The authors of the new study – Prof Lea Goentoro from the California Institute of Technology and her colleagues from the University of Oxford, UK, and Institute of Physics in Taipei City, Taiwan – wanted to know if the moon jellyfish would respond to injuries in the same manner as an injured hydra.
They focused their study on the jellyfish’s juvenile, or ephyra, stage, because the ephyra’s simple body plan – a disk-shaped body with eight symmetrical arms – would make any tissue regeneration clearly visible.
To simulate injury the scientists performed amputations on anesthetized ephyra, producing animals with two, three, four, five, six, or seven arms, rather than the usual eight.

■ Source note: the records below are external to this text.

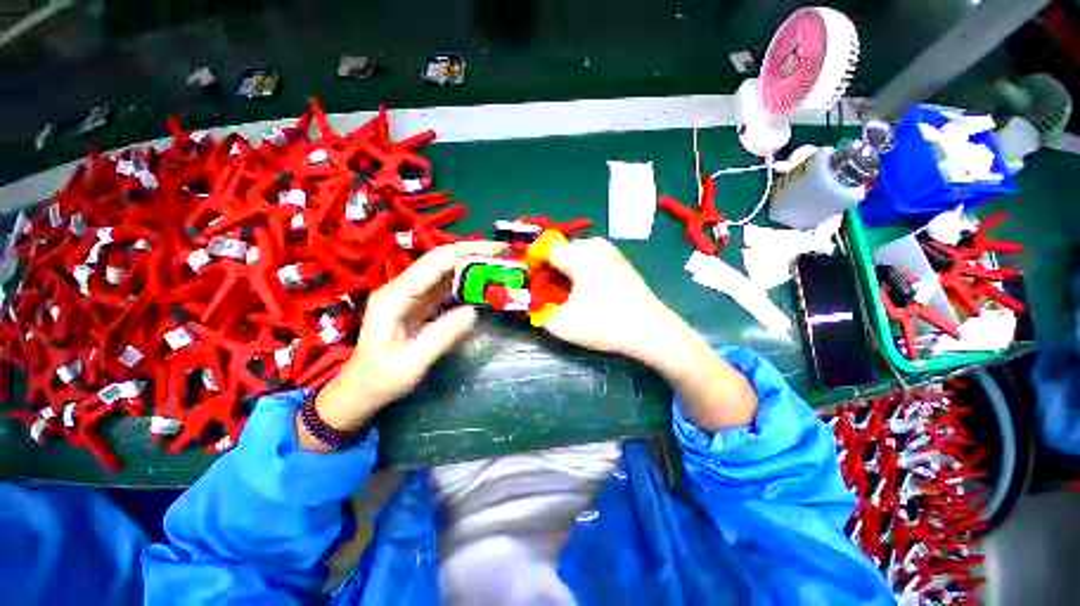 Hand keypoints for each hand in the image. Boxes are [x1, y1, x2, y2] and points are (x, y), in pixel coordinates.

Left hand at [308, 241, 506, 441]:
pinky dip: (467, 282)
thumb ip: (442, 337)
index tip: (497, 249)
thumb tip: (473, 311)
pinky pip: (446, 287)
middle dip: (474, 252)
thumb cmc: (380, 380)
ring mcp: (411, 295)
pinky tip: (483, 283)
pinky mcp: (420, 304)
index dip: (467, 251)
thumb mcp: (411, 365)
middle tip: (505, 253)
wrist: (361, 389)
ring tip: (500, 265)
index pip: (435, 262)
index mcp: (395, 297)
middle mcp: (402, 288)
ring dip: (473, 265)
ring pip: (446, 271)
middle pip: (442, 260)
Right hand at [542, 237, 690, 366]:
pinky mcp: (622, 263)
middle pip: (562, 251)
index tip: (530, 283)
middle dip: (550, 269)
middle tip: (548, 292)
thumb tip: (533, 305)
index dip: (533, 265)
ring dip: (567, 272)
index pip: (545, 249)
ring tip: (567, 295)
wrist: (651, 331)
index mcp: (579, 254)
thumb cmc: (604, 323)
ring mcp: (612, 253)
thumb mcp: (561, 324)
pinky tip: (588, 293)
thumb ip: (538, 312)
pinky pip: (593, 261)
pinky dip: (583, 273)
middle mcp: (595, 245)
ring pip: (578, 256) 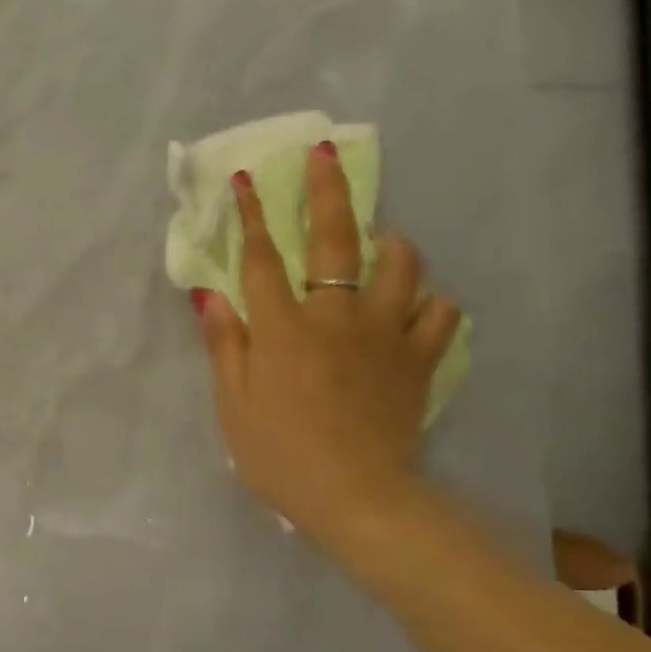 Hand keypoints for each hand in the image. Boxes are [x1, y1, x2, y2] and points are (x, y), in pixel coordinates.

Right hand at [193, 146, 462, 543]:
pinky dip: (428, 302)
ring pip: (400, 264)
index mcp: (282, 329)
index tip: (246, 180)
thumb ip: (224, 345)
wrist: (354, 497)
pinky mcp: (418, 359)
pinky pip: (440, 313)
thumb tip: (210, 295)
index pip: (262, 258)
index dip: (253, 216)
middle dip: (326, 191)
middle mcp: (335, 317)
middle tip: (324, 154)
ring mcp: (384, 334)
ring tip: (381, 239)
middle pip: (334, 240)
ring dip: (390, 242)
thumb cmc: (279, 455)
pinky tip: (414, 306)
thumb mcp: (232, 405) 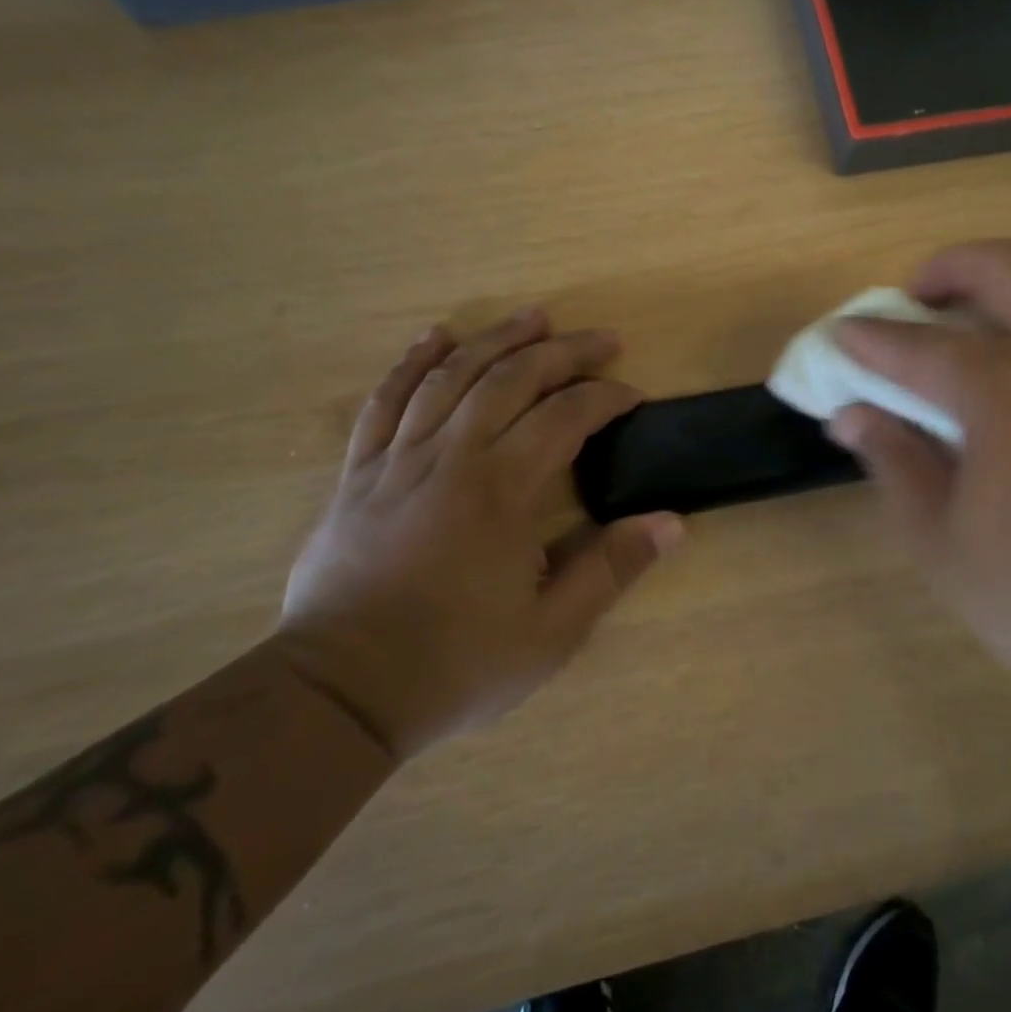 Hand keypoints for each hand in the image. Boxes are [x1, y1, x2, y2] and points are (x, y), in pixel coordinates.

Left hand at [275, 310, 683, 758]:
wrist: (338, 694)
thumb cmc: (454, 664)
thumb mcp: (551, 632)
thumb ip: (611, 569)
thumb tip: (672, 523)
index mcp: (500, 492)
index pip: (565, 417)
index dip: (606, 397)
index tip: (633, 396)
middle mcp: (451, 458)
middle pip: (511, 379)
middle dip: (563, 352)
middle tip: (602, 339)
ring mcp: (398, 460)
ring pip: (451, 376)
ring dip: (496, 339)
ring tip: (534, 317)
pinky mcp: (359, 472)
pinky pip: (384, 400)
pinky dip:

They then returned the jellyfish to their habitat of artificial seawater, and monitored the tissue response.
Although wounds healed up as expected, with the tissue around the cut closing up in just a few hours, they noticed something unexpected: the jellyfish were not regenerating tissues to replace the lost arms.
Instead, within the first two days after the injury, the ephyra had reorganized its existing arms to be symmetrical and evenly spaced around the animal’s disklike body.
This so-called resymmetrization occurred whether the animal had as few as two limbs remaining or as many as seven, and the process was observed in three additional species of jellyfish ephyra (Chrysaora pacifica, Mastigias sp., and Cotylorhiza tuberculata).
“In response to arm amputation, the young jellyfish rearrange their remaining arms, recenter their manubria, and rebuild their muscular networks, all completed within 12 hours to 4 days. We call this process symmetrization,” the scientists wrote in the paper.
A single ephrya of Aurelia aurita was split into a three-armed section (bottom) and a five-armed section (top). Within two days of the amputation, neither section regenerated the lost arms. Instead, each section mechanically reorganized itself to reform radial symmetry with its remaining arms. Shown above, from left to right, are the ephryae immediately after amputation, then at 6 hours, 18 hours, and finally 50 hours. Image credit: Michael Abrams / Ty Basinger.
“We find that symmetrization is not driven by external cues, cell proliferation, cell death, and proceeded even when foreign arms were grafted on. Instead, we find that forces generated by the muscular network are essential. Inhibiting pulsation using muscle relaxants completely, and reversibly, blocked symmetrization.”
“Furthermore, we observed that decreasing pulse frequency using muscle relaxants slowed symmetrization, whereas increasing pulse frequency by lowering the magnesium concentration in seawater accelerated symmetrization.”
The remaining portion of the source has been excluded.